An EU-funded project delivered advanced systems of integrated microelectronics and nanoelectronics. Experimental results demonstrate the potential of biomorphic hybrid technology for cost-effective system miniaturisation.

Industrial Technologies

The 'Label free biomolecular detectors: at the convergence of bioengineered receptors and microelectronics' (Receptronics) project set out to develop low-cost, label-free biomolecular detectors/sentinels by bringing together microelectronics and bionanotechnology. The approach was based on the use of biotechnology for boosting overall performance of newly designed low-consumption, low-cost miniaturised systems with high sensitivity and selectivity. To achieve project objectives and meet the challenges for application across a variety of application, study focused on the design, fabrication, testing and validation of a hybrid technology inspired by living organisms. Here, biological self-assembling structures were interfaced with electronic circuits for signal detection, amplification and conditioning. This is relevant to advances in data processing and storage architectures as well for conceiving a platform for health applications. Receptronics partners worked to merge several technologies so as to realise a new approach to detecting single-target molecules.
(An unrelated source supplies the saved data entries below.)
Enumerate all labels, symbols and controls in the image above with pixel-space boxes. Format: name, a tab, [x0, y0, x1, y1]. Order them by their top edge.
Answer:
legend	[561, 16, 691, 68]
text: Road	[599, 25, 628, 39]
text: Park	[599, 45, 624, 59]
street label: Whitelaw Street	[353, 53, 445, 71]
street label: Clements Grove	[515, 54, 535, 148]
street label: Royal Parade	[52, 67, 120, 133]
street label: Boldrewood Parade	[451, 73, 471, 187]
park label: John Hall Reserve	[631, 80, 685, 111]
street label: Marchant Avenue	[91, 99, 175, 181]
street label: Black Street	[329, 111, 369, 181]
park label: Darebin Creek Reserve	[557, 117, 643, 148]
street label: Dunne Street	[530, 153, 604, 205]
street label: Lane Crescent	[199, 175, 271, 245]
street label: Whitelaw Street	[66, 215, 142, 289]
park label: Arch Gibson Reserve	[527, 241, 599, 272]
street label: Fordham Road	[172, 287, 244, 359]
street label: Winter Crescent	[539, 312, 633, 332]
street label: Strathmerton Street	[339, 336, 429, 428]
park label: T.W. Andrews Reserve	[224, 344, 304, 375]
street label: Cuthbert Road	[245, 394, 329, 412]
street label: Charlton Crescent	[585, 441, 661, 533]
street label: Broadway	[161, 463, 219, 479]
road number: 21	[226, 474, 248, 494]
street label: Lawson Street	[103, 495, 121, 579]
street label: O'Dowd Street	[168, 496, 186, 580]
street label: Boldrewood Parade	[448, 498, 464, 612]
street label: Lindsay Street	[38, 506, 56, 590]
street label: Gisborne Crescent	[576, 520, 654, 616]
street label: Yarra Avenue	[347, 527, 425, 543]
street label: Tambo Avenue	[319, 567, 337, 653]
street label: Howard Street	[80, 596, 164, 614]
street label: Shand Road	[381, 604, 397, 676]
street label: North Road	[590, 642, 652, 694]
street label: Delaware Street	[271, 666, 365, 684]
By embedding bioengineered ion channels or receptors in the lipid bilayers, a membrane can be made functional and thus permit highly specific interactions with target molecules. Each nano-spot is coupled with an electronic interface so that signals produced by the transmembrane ion fluxes can be detected, amplified and conditioned. Over the course of the project, researchers designed and tested a compact electronic system capable of single-molecule event detection. As large as a credit card, this system constituted a pioneering first step towards the goal of designing efficient and integrated electronics for interfacing bionanosystems. The project team was able to realise the recording of single-molecule events on arrays of electrically addressable micro- and nano-spots. Other Receptronics successes included optimising receptor bioengineering procedures to achieve reduced development time of target molecules. Methodology related to these procedures was published in an international journal. Activities also resulted in the design of a silicon chip, the successful testing of which showed performances comparable to those delivered by state-of-the-art bulky instrumentation.